La questione della donna
di Voltairine De Cleyre
fonte: Un’anarchica americana, elèuthera, Milano, 2017.
Titolo originale: The Woman Question. Conferenza tenuta in Scozia nel 1897 e pubblicata postuma per la prima volta su «The Herald of Revolt» di Londra nel settembre del 1913.
Una parte degli anarchici nega che ci sia una «questione femminile», ma questa affermazione è principalmente fatta da uomini e, si sa, gli uomini non sono certo le persone più adatte a comprendere la schiavitù della donna. Gli scienziati sostengono che le funzioni essenziali della società siano meglio espletate dagli uomini, mentre le funzioni riproduttive spettano alla donna, che deve anche procurarsi il cibo all’esterno della casa e occuparsi dell’educazione dei figli all’interno della casa; se perciò la donna dovesse entrare nella cosiddetta arena industriale, perderebbe necessariamente i suoi tratti più distintivi. Eppure all’interno della classe operaia non è così: non solo le donne lavorano duramente per svolgere i doveri domestici, ma molto spesso prendono lavori di cucito da fare in casa oppure vanno fuori per fare il bucato di altre persone. Il lavoro domestico che la donna svolge è infatti il lavoro peggio retribuito al mondo. Il matrimonio non è certo fatto nell’interesse della donna. È un impegno che l’uomo si prende nei confronti della metà maschile della società (le donne non contano all’interno dello Stato). Sposandosi, egli di fatto promette che non si sottrarrà più ai suoi doveri a discapito degli altri uomini! Eppure il matrimonio è screditato non soltanto dai suoi risultati fallimentari, ma persino dalle sue origini.
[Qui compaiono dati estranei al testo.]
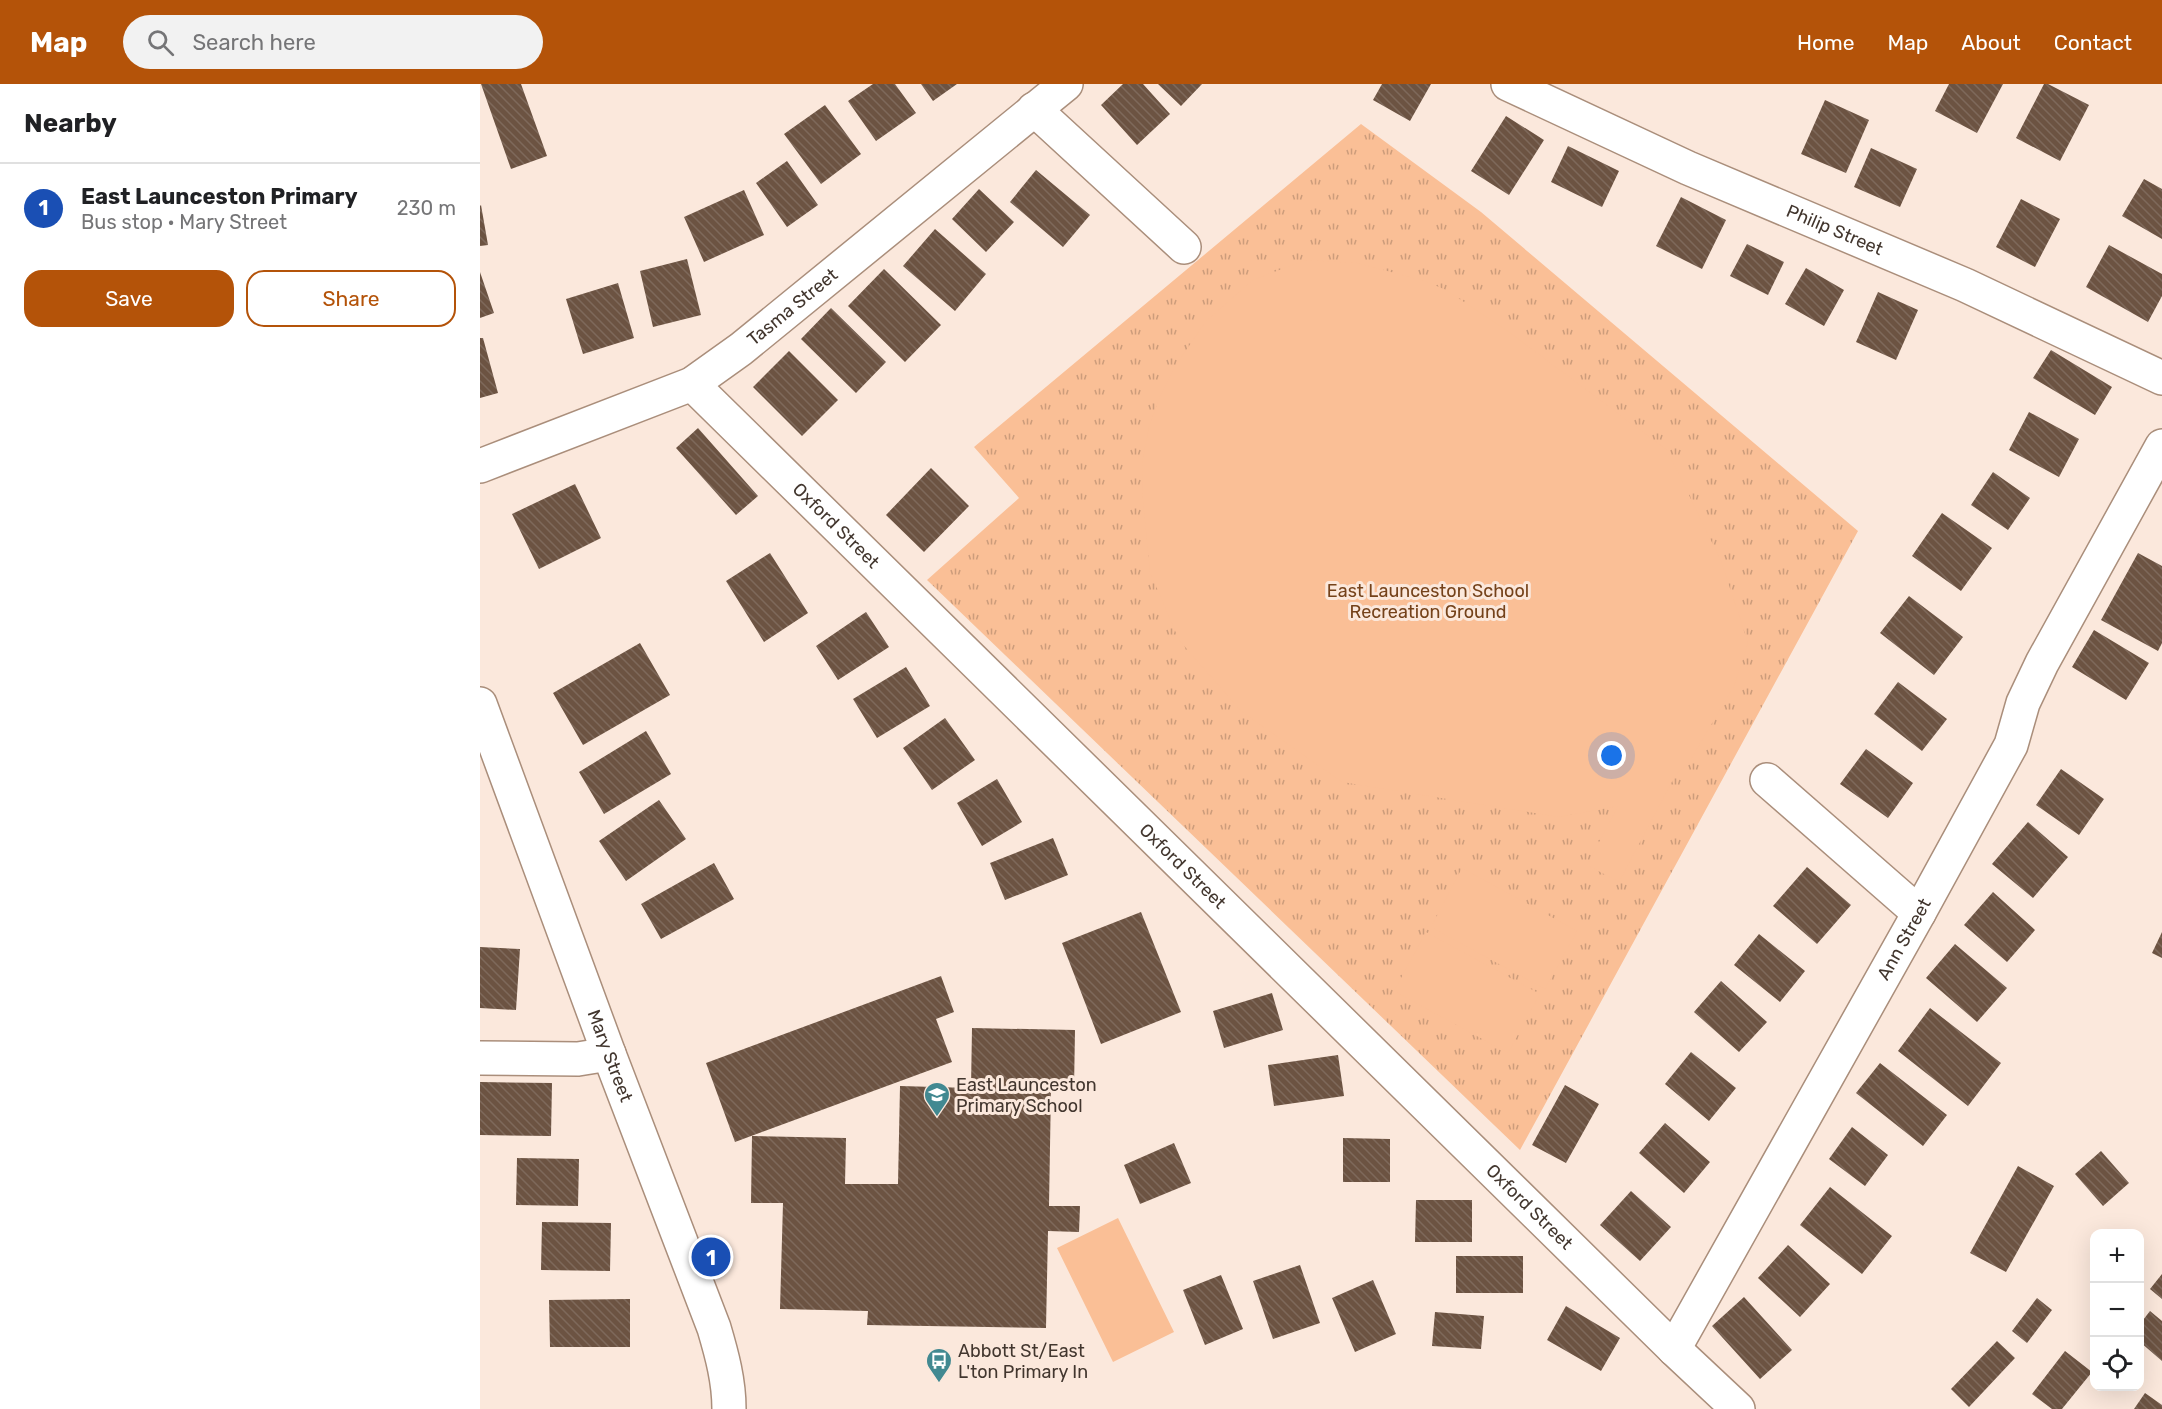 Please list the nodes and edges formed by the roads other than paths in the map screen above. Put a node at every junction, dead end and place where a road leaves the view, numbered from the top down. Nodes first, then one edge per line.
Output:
1 (1066, 84) edge
2 (1508, 84) edge
3 (1034, 109) junction
4 (1184, 247) dead end
5 (2162, 378) edge
6 (692, 384) junction
7 (2162, 446) edge
8 (480, 466) edge
9 (480, 704) edge
10 (1767, 780) dead end
11 (1920, 913) junction
12 (609, 1054) junction
13 (480, 1058) edge
14 (1674, 1349) junction
15 (729, 1409) edge
16 (1738, 1409) edge

1 - 3 street, Tasma Street
2 - 5 street, Philip Street
3 - 4 street
3 - 6 street, Tasma Street
6 - 8 street, Tasma Street
6 - 14 street, Oxford Street
7 - 11 street, Ann Street
9 - 12 street, Mary Street
10 - 11 street
11 - 14 street, Ann Street
12 - 13 street
12 - 15 street, Mary Street
14 - 16 street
Gli uomini potrebbero non avere affatto intenzione di diventare dei tiranni una volta sposati, ma molto spesso lo diventano, e non basta certo sbarazzarsi del prete o del funzionario statale di turno per far sì che ciò non avvenga. È lo spirito stesso del matrimonio che conduce la donna alla schiavitù.
Ma ora le donne entrano sempre di più nel mondo industriale e questo significa che nuove porte si stanno aprendo, liberandole finalmente dalla sfera domestica. Il che comporta che proprio come gli uomini hanno sviluppato una propria individualità una volta catapultati in ogni sorta di impiego e in ogni sorta di condizione, lo stesso succederà anche alle donne. E con lo sviluppo della diversità arriverà anche l’irrefrenabile desiderio di esprimersi a partire da questa diversità e, di conseguenza, la necessità che si manifestino quelle condizioni materiali che permetteranno tale espressione.
L’assenza di quiete che si vive normalmente in una casa milita contro l’emergere di queste condizioni, e così fa «l’abominevole improduttività» in cui viene svolto il lavoro domestico, che è al contempo, ma in scala infinitesimale, una lavanderia, un forno, un alloggio, una trattoria, un asilo nido. Comunque, con l’avvento delle concezioni legate al lavoro femminile nel mondo industriale, l’attuale idea di casa dovrà sparire. Nel frattempo, consiglierei a ogni donna che contempla un’unione sessuale di qualunque sorta, di non vivere mai insieme all’uomo che ama, nel senso di affittare una casa o una stanza insieme… e così diventare la sua governante.
Per ciò che concerne i bambini, considerando anche l’alto numero di infanti che muore ogni anno, l’allarme lanciato mi pare piuttosto ipocrita. Ma al di là di questa considerazione, il compito della donna dovrebbe essere, prima di tutto, quello di approfondire il concetto di sessualità e di informarsi sul controllo delle nascite: mai avere un bambino a meno che non lo si voglia davvero e mai volerlo egoisticamente, per il puro piacere di avere un giocattolo carino con cui intrattenersi. Mai averlo, inoltre, se non si è in grado di mantenerlo da sola.
Gli uomini, da parte loro, dovrebbero contribuire al mantenimento dei bambini, ma in virtù del fatto che tale supporto deve essere un atto volontario, gli uomini sarebbero comunque messi nella posizione di avere sì voce in capitolo sull’educazione e sull’allevamento dei figli, ma solo se il loro comportamento risultasse confacente.